Of course, the show is not this dark and nihilistic till the end. The journey that Tony (Gervais' character) goes on to find a new meaning of his life (manifested through his interactions with the social circle around him), is truly beautiful!

If you're a fan of Gervais' comedy and world-view, then After Life is a must watch and a 10/10.

Friday, February 1, 2019

Polar (2019) - Netflix Original - Review

A comic book movie with hyper stylized violence that brings to mind Kill Bill (2003-4) and Shoot 'Em Up (2007)... What's not to like?

Mads Mikkelsen stars as Black Kaiser, an aging assassin who is two weeks from retirement. His agency owes him $8 million, but instead of paying up their debt, they make the grave mistake of trying to eliminate him. What ensues is a two hour non-stop battle. The film is well made, and the pacing is just right. Again, viewers need to set their expectations to a comic book movie, not an artistic film.

The cast were great, except for Vanessa Hudgens who over-acted her scenes. It was like watching a highschool play where the lead is trying way too hard to impress.

As a genre movie, Polar easily earns a 9/10!

Wednesday, January 30, 2019

Red Dead Redemption II (2018) - Video Game Review

The best video game of all time! Nuff said!

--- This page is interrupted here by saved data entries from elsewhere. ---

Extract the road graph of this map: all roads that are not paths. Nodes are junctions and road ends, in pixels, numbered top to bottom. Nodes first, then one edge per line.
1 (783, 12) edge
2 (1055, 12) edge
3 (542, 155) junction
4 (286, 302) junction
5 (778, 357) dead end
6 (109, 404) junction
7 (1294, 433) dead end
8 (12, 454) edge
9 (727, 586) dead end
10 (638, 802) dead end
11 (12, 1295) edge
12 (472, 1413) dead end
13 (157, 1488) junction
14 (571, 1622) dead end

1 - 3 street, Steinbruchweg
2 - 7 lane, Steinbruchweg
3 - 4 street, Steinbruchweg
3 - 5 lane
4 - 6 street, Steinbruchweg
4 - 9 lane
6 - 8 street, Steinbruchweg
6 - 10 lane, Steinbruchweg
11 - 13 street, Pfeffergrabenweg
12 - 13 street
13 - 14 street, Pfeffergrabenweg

A prequel to the original game from 2010, excels in every regard on top of an already perfect game. Acting, storytelling, and computer effects don't get any better than this. I acknowledge that it is a slow burn. It took me 70 hours to finish the game and some of the more fun side activities. The first 20-25 hours were at a slower pace. I have heard from some gaming personalities that they felt the game was pushing them away with a friction force. Again, I concede that it is a slow burn. Also, for fans of the original game, accepting Arthur Morgan as the protagonist may take some time.

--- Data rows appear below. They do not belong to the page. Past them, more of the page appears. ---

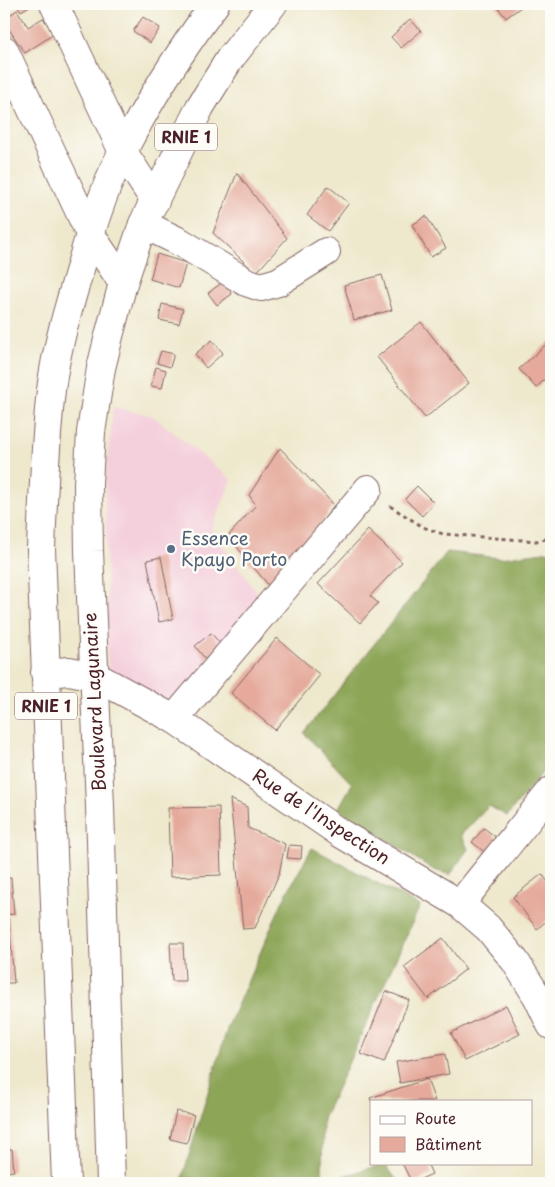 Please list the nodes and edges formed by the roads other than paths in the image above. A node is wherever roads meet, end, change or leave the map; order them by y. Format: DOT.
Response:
graph roads {
  1 [pos="54,4"];
  2 [pos="215,4"];
  3 [pos="273,4"];
  4 [pos="4,50"];
  5 [pos="123,152"];
  6 [pos="149,212"];
  7 [pos="90,234"];
  8 [pos="326,252"];
  9 [pos="123,283"];
  10 [pos="368,489"];
  11 [pos="45,673"];
  12 [pos="95,676"];
  13 [pos="174,719"];
  14 [pos="551,791"];
  15 [pos="460,904"];
  16 [pos="551,1026"];
  17 [pos="66,1183"];
  18 [pos="111,1183"];
  1 -- 5 [label="main road"];
  2 -- 5 [label="main road, RNIE 1"];
  3 -- 6 [label="main road, RNIE 1"];
  4 -- 7 [label="main road"];
  5 -- 6 [label="main road"];
  5 -- 7 [label="main road, RNIE 1"];
  6 -- 8 [label="main road"];
  6 -- 9 [label="main road, RNIE 1"];
  7 -- 9 [label="main road"];
  7 -- 11 [label="main road, RNIE 1"];
  9 -- 12 [label="main road, Boulevard Lagunaire / RNIE 1"];
  10 -- 13 [label="main road"];
  11 -- 12 [label="main road, Rue de l'Inspection"];
  11 -- 17 [label="main road, RNIE 1"];
  12 -- 13 [label="main road, Rue de l'Inspection"];
  12 -- 18 [label="main road, Boulevard Lagunaire / RNIE 1"];
  13 -- 15 [label="main road, Rue de l'Inspection"];
  14 -- 15 [label="main road"];
  15 -- 16 [label="main road, Rue de l'Inspection"];
}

I, however, had complete trust in Rockstar games and the Houser brothers to offer another masterpiece. Red Dead Redemption II is their magnum opus (up to this point at least). I am also a fan of the Western genre, so I admit that I was biased.

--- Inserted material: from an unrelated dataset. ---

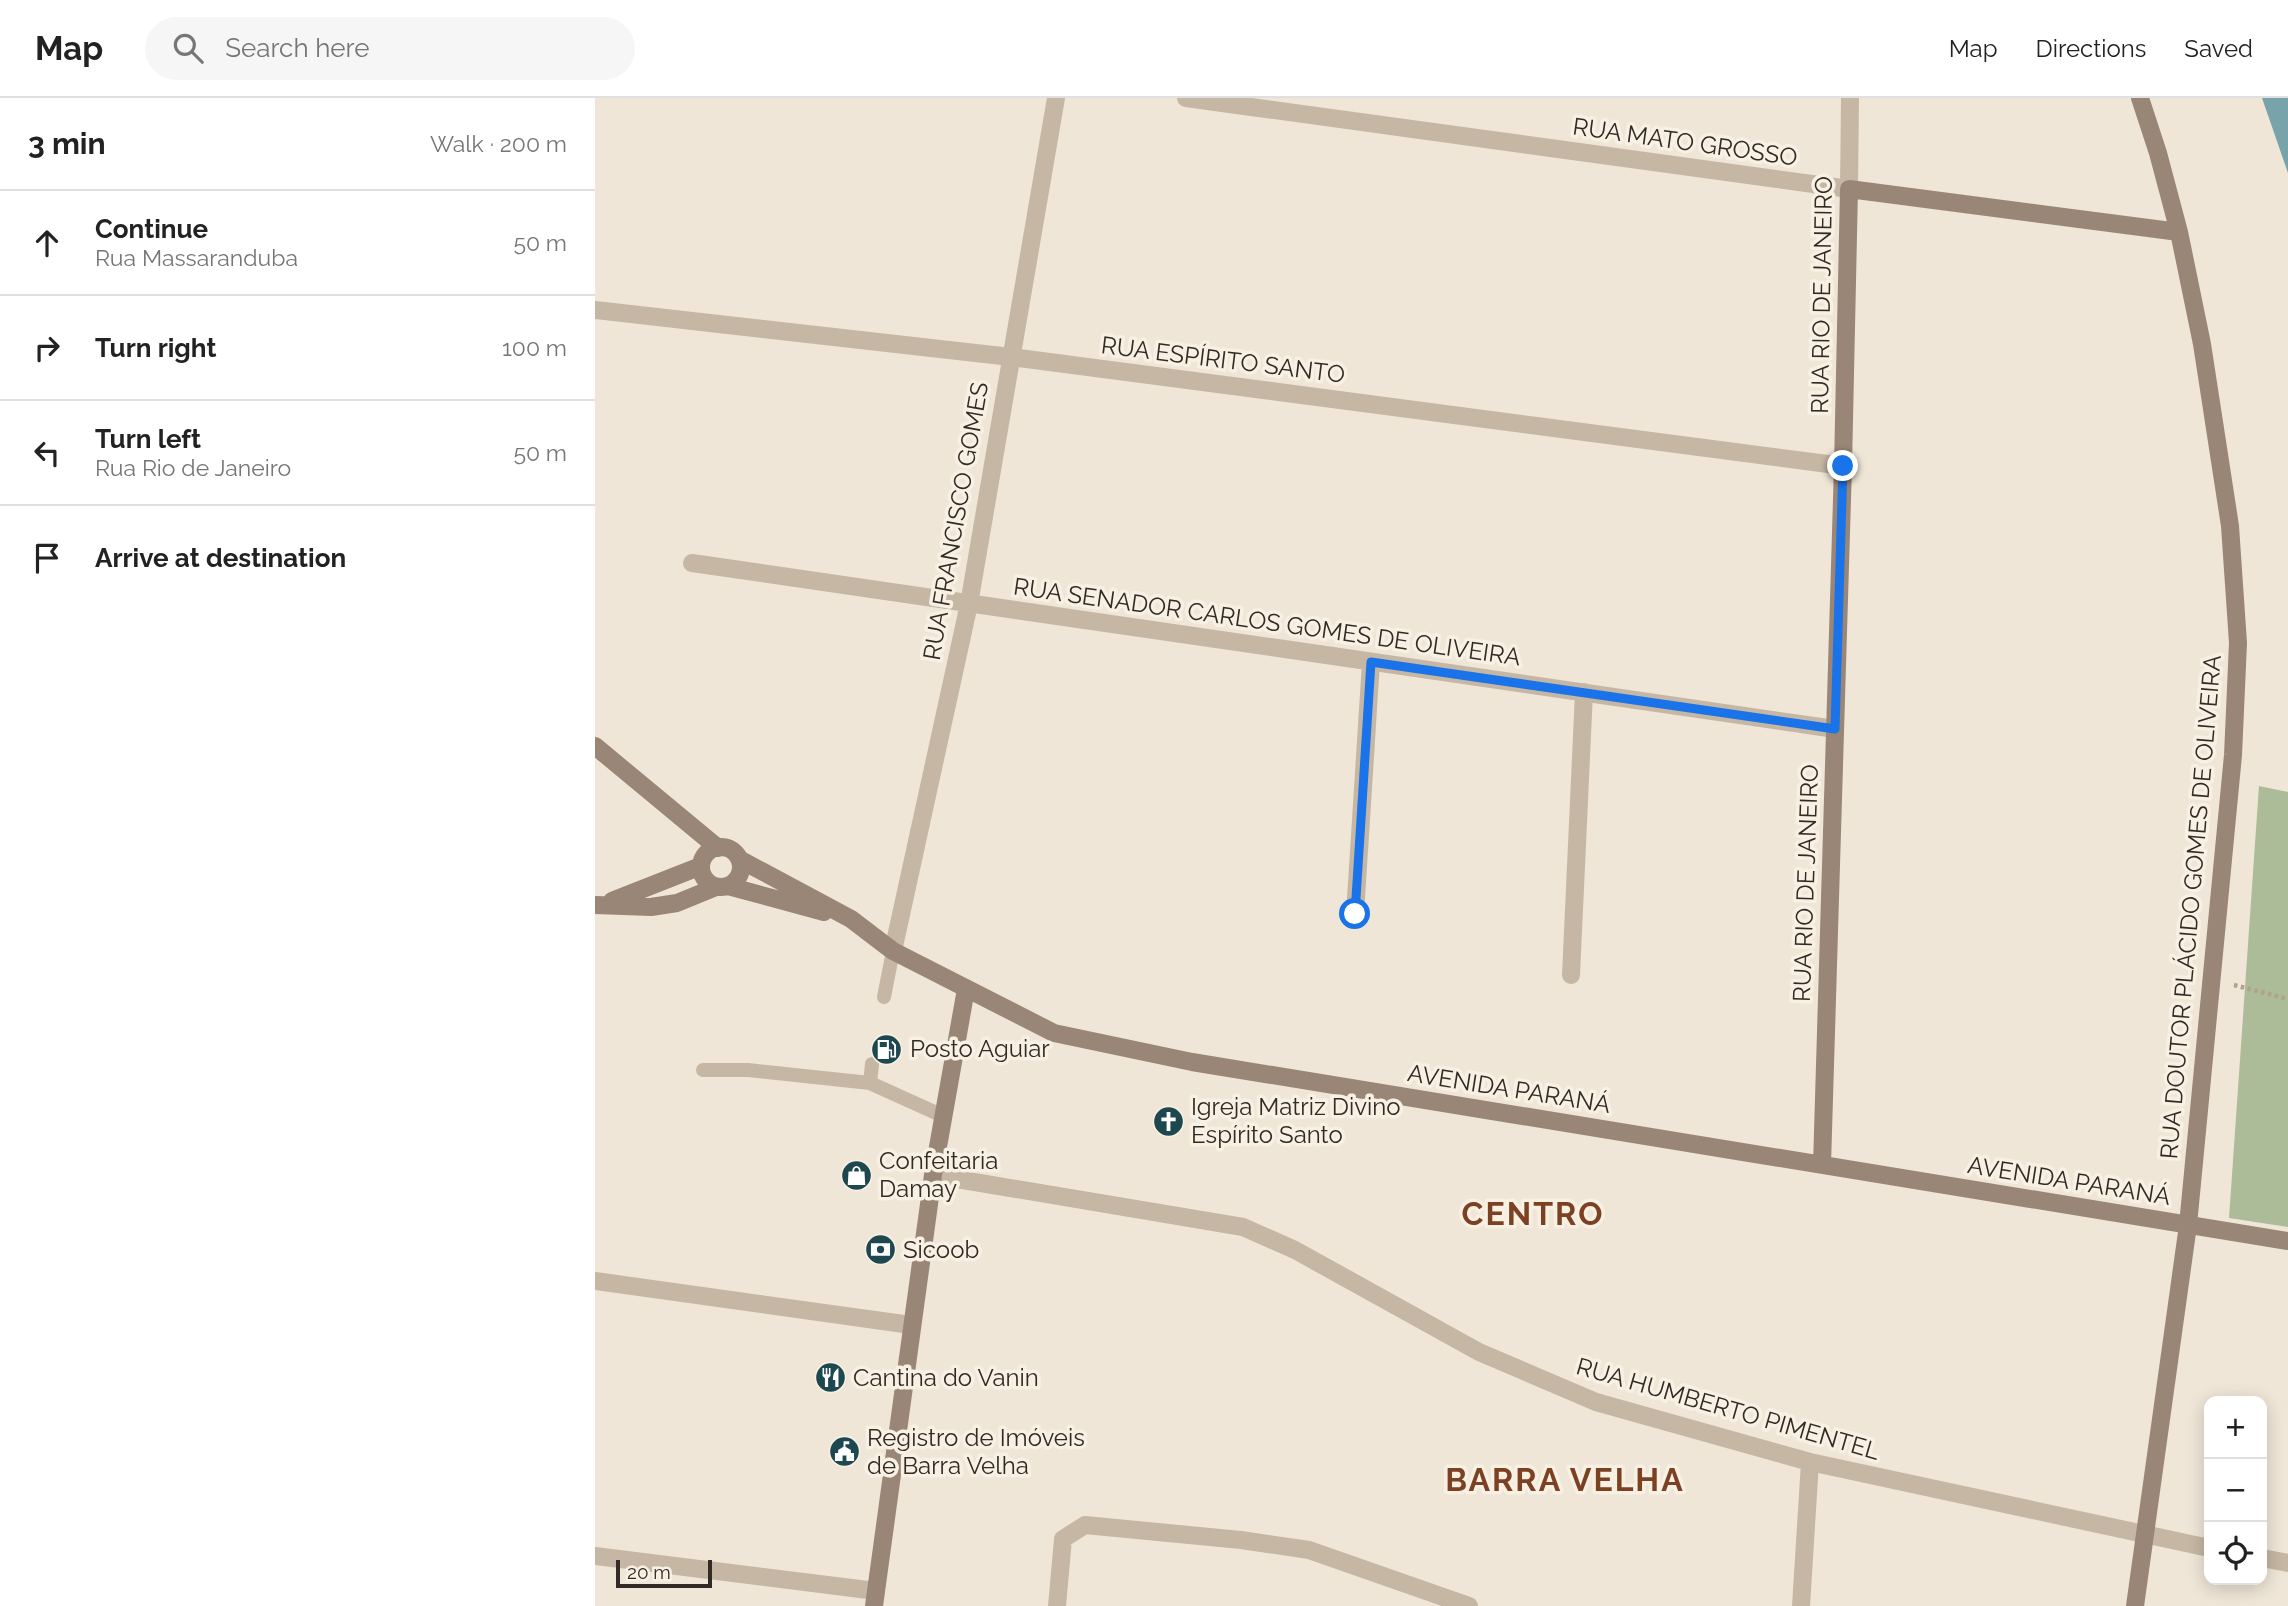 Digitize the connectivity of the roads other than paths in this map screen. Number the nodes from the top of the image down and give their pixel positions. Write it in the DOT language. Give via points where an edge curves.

The game has received countless perfect 10 scores from the game media and 97% score on metacritic. I also echo their opinion and give it a 10/10. Red Dead Redemption II is a game that I will revisit and relive again and again.

Black Panther (2018) - Review

Black Panther is a significant cultural breakthrough in the comic book genre, but besides that, the characters and effects are seriously lacking!

It is yet another superhero origin movie in the Marvel Cinematic Universe; so, you can expect the tried and true formula to be replicated again: the hero is recovering from a tragedy (loss of his father in this case), finds his stride and puts on his costume, but then is challenged by an antagonist that is a carbon copy of our hero. This is the same plot that we have seen in Iron Man, Ant Man, and Dr. Strange. Seems Marvel is going with the old adage of if it ain't broke, don't fix it. And, well... it works!

What doesn't work is the character of T'Challa (Chadwick Boseman), or the Black Panther himself. He is depressed by the weight of the world on his shoulders, seems to be constantly constipated, and is simply boring. The movie also ignores the development of the character in Captain America: Civil War. T'Challa is hundred times more interesting in Civil War or in Avengers: Infinity War. The antagonist, Killmonger (played by Michael B. Jordan), has somewhat genocidal goals, however, his character arc is better developed, and he captured the attention better whenever he was on the screen.

Besides the character development issues, the computer effects were another weak point of the movie. Particularly, the last fight scene between Black Panther and Killmonger next to the underground trains was as primitive as a PlayStation 2 game circa early 2000s.

Going back to an earlier post that I had about the three pillars of a good movie, Black Panther fails in the first dimension, but story logic and pacing are done well. Bottom line, the film left me desire for more, and for that I give it 4.5/10.